The members of the privileged group (men) are used to having free speech and having their voice facilitated and heard. Unlike the unprivileged group (women), men are more likely to be published,[1] their personal characteristics are much less likely to be interrogated and they are less likely to be personally attacked,[2] their arguments are taken seriously whether or not they express anger,[3] etc. While being used to disagreeing among themselves, they do not want the new kind of opposition that comes with the members of the previously excluded group speaking. They do not want to share the privilege of being the ones whose opinions get aired and matter. So they try to bar the access by making the experience of speaking out unpleasant and even threatening. These unprivileged newcomers understandably complain. They want a level playing field. They do not want to be disqualified or pushed out of the public debate by being ridiculed, insulted, or threatened because of their sex/gender. This is at the core of calls for the – so often vilified – political correctness.

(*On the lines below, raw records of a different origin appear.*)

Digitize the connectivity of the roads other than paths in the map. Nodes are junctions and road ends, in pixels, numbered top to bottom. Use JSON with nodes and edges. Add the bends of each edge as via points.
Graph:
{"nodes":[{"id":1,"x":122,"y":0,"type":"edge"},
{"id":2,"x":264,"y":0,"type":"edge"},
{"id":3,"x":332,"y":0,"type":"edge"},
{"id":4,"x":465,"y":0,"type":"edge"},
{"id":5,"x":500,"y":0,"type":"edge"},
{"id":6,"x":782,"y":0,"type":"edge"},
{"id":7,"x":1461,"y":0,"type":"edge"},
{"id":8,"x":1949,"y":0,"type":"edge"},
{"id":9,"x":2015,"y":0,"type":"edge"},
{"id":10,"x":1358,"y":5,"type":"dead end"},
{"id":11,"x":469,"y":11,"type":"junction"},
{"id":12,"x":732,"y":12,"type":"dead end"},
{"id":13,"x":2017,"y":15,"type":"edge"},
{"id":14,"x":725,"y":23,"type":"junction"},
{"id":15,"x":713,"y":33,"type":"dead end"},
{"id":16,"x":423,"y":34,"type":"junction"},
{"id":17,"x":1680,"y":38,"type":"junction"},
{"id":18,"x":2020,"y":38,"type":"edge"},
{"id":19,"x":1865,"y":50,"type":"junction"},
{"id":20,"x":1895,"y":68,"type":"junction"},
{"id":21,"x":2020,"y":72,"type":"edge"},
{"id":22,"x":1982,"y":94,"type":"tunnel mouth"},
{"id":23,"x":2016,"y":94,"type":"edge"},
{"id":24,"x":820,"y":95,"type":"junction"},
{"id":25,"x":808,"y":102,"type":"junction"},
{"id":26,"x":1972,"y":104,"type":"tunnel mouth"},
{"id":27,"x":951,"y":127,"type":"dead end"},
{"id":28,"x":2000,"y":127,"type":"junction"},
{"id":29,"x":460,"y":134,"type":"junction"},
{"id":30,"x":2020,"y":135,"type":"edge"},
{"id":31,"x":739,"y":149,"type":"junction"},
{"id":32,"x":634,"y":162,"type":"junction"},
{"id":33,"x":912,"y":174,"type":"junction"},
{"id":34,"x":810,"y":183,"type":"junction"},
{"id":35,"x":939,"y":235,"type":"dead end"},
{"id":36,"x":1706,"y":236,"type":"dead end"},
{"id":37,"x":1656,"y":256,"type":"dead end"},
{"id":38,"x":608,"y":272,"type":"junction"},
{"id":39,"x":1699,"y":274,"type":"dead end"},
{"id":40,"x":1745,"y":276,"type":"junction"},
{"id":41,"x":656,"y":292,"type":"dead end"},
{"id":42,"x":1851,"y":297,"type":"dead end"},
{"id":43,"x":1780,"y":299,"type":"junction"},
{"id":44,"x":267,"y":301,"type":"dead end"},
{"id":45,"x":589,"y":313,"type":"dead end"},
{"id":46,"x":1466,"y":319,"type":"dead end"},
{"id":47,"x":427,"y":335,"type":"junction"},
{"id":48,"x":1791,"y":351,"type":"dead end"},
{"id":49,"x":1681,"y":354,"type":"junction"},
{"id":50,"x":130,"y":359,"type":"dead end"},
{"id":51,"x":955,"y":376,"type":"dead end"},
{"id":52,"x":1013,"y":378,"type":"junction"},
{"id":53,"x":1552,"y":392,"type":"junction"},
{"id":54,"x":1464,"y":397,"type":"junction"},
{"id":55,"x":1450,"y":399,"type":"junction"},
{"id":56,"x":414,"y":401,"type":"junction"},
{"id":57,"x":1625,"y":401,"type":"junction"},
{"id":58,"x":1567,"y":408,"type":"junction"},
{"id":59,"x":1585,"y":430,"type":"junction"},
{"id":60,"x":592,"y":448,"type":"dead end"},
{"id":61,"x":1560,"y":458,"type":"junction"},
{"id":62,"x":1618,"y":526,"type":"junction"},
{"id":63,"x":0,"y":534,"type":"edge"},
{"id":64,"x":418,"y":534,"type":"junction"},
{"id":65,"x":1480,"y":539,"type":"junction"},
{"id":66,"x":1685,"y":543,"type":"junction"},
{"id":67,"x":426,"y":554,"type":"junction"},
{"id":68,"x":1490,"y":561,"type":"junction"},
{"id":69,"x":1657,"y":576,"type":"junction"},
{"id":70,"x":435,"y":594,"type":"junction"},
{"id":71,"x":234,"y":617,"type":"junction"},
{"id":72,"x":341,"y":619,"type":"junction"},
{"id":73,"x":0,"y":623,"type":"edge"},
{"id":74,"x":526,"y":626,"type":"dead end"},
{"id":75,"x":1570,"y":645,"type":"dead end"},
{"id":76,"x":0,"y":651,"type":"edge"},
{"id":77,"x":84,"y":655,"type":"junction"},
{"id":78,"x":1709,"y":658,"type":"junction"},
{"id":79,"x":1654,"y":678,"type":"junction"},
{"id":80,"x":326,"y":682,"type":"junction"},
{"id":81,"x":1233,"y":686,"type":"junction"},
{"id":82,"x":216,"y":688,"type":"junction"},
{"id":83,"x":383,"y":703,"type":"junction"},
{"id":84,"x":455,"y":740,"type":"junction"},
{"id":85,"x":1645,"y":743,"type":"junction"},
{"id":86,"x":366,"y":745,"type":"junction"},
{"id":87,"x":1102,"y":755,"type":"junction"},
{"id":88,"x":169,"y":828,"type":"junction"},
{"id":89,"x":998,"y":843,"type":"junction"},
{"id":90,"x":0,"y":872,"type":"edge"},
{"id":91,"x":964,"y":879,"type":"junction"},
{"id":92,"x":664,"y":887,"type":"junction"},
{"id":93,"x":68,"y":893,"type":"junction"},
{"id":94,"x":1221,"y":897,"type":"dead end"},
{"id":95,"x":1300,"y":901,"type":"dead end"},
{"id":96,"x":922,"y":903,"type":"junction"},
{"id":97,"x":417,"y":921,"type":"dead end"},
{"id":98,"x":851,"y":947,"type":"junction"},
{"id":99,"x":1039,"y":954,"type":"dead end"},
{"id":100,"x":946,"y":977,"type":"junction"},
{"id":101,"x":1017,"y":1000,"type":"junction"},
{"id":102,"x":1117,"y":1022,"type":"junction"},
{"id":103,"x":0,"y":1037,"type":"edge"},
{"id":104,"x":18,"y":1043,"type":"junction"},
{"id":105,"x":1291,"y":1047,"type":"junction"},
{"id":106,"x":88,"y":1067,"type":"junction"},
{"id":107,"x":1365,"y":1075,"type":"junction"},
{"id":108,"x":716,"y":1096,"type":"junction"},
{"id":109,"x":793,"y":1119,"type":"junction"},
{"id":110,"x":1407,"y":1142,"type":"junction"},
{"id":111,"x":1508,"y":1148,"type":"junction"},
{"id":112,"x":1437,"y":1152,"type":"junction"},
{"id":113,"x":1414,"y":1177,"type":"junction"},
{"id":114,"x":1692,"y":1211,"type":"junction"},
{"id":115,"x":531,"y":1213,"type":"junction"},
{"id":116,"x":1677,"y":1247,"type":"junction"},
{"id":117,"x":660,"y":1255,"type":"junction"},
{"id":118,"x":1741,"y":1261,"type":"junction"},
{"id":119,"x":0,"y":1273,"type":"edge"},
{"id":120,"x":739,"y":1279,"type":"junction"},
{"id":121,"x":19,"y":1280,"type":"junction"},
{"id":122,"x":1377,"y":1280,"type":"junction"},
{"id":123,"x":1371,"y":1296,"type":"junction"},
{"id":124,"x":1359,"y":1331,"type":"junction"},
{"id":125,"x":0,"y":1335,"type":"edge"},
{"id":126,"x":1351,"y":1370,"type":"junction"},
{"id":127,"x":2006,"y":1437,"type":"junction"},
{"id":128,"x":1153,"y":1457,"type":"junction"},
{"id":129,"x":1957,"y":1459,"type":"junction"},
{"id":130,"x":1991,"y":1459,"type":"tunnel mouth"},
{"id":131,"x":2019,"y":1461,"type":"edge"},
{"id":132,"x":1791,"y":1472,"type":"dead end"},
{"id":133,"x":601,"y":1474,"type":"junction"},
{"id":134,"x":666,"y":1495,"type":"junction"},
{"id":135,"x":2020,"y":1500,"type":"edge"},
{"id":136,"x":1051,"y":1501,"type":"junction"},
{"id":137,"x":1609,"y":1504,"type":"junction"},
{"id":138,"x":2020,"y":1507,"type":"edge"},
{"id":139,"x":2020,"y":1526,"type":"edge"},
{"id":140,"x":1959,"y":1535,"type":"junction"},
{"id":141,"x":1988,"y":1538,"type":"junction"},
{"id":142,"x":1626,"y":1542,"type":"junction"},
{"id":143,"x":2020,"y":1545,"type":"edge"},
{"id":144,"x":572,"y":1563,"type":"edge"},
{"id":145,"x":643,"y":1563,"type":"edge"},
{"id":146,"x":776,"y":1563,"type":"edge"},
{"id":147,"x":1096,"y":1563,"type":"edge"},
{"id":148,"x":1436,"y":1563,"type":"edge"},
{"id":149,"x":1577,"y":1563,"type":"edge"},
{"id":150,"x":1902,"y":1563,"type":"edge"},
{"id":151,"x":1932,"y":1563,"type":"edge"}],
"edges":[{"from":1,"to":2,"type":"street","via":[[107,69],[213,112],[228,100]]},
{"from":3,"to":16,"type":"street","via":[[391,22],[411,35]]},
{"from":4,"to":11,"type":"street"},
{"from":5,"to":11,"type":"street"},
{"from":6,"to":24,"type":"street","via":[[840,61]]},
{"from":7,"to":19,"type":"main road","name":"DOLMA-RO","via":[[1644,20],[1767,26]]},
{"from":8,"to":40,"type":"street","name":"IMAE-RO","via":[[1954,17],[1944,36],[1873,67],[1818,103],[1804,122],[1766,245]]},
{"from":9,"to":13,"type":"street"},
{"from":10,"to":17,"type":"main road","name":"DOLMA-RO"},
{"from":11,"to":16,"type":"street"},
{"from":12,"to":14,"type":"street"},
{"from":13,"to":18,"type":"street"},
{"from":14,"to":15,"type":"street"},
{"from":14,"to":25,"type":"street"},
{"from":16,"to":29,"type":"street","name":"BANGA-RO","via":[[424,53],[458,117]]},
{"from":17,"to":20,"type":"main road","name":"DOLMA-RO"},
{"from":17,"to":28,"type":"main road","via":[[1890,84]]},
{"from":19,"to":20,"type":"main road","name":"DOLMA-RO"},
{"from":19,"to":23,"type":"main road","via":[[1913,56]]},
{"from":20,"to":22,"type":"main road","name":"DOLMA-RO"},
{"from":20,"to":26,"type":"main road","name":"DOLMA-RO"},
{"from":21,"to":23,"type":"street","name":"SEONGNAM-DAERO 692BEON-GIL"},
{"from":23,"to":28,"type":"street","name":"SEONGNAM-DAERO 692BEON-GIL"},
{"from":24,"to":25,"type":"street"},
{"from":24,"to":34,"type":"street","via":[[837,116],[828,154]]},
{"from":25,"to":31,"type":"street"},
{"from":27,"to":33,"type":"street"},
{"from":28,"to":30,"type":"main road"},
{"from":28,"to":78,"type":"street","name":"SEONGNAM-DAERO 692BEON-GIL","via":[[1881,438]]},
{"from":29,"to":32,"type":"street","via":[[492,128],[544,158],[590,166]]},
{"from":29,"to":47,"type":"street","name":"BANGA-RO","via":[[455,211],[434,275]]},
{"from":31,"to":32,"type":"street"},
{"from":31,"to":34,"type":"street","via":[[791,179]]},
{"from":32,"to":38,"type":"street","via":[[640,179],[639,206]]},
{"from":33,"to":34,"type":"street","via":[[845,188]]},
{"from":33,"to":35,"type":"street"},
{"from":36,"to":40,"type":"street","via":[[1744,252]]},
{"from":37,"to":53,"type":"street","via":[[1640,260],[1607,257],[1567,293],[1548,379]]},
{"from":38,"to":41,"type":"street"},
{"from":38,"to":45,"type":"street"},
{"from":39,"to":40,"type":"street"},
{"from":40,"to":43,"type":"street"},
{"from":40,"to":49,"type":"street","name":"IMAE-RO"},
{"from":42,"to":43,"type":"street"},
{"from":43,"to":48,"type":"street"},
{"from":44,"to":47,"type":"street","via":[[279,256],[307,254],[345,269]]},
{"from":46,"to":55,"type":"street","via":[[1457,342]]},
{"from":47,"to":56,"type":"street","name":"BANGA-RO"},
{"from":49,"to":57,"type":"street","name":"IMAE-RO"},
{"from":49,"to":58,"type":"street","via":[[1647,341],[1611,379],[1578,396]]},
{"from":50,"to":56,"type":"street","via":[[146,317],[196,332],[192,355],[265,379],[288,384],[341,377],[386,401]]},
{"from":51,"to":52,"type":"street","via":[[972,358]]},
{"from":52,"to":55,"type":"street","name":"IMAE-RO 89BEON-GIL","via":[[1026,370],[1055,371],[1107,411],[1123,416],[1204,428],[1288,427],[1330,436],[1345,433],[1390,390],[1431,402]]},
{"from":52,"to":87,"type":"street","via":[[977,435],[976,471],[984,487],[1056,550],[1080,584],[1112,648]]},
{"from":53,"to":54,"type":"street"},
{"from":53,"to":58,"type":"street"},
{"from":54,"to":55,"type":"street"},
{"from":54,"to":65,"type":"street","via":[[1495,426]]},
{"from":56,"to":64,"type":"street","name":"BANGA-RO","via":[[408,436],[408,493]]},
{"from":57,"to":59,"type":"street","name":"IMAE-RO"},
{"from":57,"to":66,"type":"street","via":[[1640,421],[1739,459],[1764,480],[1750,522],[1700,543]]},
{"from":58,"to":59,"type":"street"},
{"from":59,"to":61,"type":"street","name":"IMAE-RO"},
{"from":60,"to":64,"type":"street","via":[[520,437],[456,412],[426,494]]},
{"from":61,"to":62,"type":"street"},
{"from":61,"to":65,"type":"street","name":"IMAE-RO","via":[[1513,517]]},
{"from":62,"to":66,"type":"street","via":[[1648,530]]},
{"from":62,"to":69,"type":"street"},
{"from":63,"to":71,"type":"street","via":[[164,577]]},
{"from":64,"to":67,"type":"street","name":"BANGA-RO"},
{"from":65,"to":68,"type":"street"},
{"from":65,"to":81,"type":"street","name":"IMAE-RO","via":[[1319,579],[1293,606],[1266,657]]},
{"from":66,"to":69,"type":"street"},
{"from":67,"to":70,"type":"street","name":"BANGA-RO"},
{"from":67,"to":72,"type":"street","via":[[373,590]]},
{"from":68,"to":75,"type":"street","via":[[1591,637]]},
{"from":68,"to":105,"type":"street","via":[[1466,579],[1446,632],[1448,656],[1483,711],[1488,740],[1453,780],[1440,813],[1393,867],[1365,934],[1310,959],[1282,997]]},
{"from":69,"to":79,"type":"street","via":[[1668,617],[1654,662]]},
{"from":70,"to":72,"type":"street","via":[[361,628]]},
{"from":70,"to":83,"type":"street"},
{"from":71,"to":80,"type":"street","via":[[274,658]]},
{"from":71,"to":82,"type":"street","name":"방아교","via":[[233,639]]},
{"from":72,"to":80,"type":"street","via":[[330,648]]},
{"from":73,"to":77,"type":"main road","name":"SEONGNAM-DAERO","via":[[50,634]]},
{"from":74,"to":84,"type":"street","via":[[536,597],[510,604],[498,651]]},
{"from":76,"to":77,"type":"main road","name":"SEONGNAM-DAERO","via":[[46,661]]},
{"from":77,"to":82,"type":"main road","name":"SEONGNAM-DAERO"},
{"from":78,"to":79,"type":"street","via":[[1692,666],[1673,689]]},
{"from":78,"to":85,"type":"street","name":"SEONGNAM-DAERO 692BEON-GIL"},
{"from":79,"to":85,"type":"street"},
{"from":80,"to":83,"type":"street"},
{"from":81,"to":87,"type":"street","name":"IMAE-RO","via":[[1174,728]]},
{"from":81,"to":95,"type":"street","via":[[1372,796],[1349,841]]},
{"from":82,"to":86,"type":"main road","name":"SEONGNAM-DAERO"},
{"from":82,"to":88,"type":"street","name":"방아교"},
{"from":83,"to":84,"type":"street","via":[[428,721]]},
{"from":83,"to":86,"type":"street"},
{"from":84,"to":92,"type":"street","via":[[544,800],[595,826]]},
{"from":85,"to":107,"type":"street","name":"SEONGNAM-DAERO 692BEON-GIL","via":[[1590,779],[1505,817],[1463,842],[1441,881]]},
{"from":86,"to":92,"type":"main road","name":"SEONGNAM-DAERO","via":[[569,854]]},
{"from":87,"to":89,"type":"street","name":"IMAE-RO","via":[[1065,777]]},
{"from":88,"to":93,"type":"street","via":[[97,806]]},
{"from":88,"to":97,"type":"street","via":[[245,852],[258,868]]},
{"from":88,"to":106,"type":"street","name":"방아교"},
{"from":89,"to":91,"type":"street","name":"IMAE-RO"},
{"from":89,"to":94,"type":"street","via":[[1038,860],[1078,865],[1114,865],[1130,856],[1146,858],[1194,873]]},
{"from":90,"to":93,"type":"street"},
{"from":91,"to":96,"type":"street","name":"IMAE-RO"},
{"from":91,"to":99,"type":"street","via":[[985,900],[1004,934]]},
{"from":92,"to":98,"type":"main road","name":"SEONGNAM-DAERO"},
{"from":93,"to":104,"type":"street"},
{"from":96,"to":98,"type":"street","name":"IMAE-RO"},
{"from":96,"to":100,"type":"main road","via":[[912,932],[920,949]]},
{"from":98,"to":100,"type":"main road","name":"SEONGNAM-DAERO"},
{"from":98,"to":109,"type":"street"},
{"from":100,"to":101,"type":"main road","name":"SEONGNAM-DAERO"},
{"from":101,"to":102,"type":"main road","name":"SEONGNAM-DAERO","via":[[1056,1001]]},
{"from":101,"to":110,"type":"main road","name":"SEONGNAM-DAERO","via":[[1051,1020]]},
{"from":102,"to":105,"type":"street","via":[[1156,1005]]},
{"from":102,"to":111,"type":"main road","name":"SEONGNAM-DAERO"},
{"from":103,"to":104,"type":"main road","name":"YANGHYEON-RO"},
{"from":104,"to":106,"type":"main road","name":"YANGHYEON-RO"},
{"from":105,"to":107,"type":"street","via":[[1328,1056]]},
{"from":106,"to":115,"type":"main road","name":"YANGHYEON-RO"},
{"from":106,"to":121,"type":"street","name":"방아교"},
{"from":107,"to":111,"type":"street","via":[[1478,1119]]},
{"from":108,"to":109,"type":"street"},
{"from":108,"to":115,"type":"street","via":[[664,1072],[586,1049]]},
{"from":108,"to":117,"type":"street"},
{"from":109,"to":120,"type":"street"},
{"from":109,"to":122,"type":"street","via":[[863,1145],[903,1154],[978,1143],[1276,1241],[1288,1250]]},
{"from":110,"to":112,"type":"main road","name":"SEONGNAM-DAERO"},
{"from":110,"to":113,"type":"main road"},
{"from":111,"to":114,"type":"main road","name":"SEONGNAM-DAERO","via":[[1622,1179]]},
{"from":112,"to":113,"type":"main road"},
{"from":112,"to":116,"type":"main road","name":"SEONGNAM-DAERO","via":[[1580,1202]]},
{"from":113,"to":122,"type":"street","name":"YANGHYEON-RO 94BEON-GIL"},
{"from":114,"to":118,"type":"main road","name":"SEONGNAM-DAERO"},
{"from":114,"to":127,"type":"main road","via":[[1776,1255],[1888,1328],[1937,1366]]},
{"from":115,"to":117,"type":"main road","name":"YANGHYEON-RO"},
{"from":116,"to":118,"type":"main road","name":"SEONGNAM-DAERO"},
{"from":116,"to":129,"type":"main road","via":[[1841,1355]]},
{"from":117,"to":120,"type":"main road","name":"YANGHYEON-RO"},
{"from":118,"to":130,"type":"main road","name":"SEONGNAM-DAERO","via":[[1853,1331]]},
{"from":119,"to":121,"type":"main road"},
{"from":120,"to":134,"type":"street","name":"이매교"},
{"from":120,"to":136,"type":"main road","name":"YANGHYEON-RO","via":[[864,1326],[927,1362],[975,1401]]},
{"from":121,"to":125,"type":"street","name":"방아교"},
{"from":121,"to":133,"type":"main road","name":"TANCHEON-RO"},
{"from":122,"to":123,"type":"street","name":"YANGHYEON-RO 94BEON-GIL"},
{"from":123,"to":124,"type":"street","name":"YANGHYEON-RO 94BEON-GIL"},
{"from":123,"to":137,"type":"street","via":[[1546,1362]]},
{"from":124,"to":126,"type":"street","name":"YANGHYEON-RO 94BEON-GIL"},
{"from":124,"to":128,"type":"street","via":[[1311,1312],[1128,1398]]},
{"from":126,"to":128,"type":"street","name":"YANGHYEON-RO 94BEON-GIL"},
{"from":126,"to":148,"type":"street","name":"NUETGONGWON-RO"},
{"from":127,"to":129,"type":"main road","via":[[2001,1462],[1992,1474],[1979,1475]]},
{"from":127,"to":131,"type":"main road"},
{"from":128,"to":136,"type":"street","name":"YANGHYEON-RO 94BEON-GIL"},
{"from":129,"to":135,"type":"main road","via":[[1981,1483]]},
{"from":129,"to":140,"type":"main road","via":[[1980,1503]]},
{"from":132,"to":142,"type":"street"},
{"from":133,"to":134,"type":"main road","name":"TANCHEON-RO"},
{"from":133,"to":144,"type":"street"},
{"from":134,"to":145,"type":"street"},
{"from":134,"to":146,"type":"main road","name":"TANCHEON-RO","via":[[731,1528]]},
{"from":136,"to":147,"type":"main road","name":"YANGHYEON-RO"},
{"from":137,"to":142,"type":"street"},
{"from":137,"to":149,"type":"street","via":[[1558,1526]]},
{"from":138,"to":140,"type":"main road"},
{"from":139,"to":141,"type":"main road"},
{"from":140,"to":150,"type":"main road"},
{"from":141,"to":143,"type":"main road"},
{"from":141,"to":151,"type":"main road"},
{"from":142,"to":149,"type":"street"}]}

The reactions of the privileged may be psychologically understandable: people protect territory which has for the longest time been theirs. But we should see it for what it is. It is a protection of privilege and not the protection of a morally superior claim, let alone of a legal human right.

Does casting this issue as a human rights issue help? The language of human rights brings to mind the law and the state. According to the European Convention on Human Rights, the state is justified in interfering in free speech in a limited set of circumstances. It can do so if it is ‘necessary in a democratic society… for the protection of rights of others’. This is why it is possible to ban and criminalize hate speech. Although this might capture some, more extreme, comments women receive, it does not capture them all. As is often the case, the law leaves the less serious issues to be addressed by other normative systems in society. And we as society can agree and negotiate what, although not legally forbidden or criminal, will be considered wrong. A societal consensus that certain types of speech are beyond the pale and harmful to the quality of the public debate, and can thus be deleted from comment sections, or speakers not invited, is not a violation of freedom of speech. Technically in a legal sense it would not be, because it is horizontal – that is, it is not done by the state. Substantively it would not be, because all it means is that we are preferring a positive understanding of freedom of speech – facilitating everyone’s ability to participate –, over a negative one – merely not interfering with the voices of those who have always held the microphone and shout the loudest.

Power and privilege matter. It is not only possible but also desirable to recognize that there is a difference between a singular offensive statement, man to man, on the one hand, and an advancing front of offensive statements that aims to prevent women from speaking or make them regret it when they do, on the other. There is a difference between insults traded between similarly situated opponents, both of whom already ‘belong’ to a particular arena, on one hand, and between the aggregate damage caused by gender-based, often sexist or misogynistic abuse levied at ‘outsiders’, on the other. Thus, as a society, we can and should acknowledge that existing asymmetries of power and privilege impact access to speech. Brought back to the original story, we need to worry much less about there being one fewer venue when men can look at naked female bodies, and much more about the harm caused by a collective expressive road-block against women’s participation in public debate.

 


[1] Anecdotally, see here: http://www.independent.co.uk/arts-entertainment/books/news/writing-under-a-male-name-makes-you-eight-times-more-likely-to-get-published-one-female-author-finds-10443351.html

[2] https://psmag.com/why-women-aren-t-welcome-on-the-internet-aa21fdbc8d6#.rycyhfe0m

[3] http://nymag.com/scienceofus/2015/10/women-who-show-anger-are-taken-less-seriously.html


An older and shorter version of this contribution was originally published by the Czech broadsheet daily Lidové noviny on 11th November 2015.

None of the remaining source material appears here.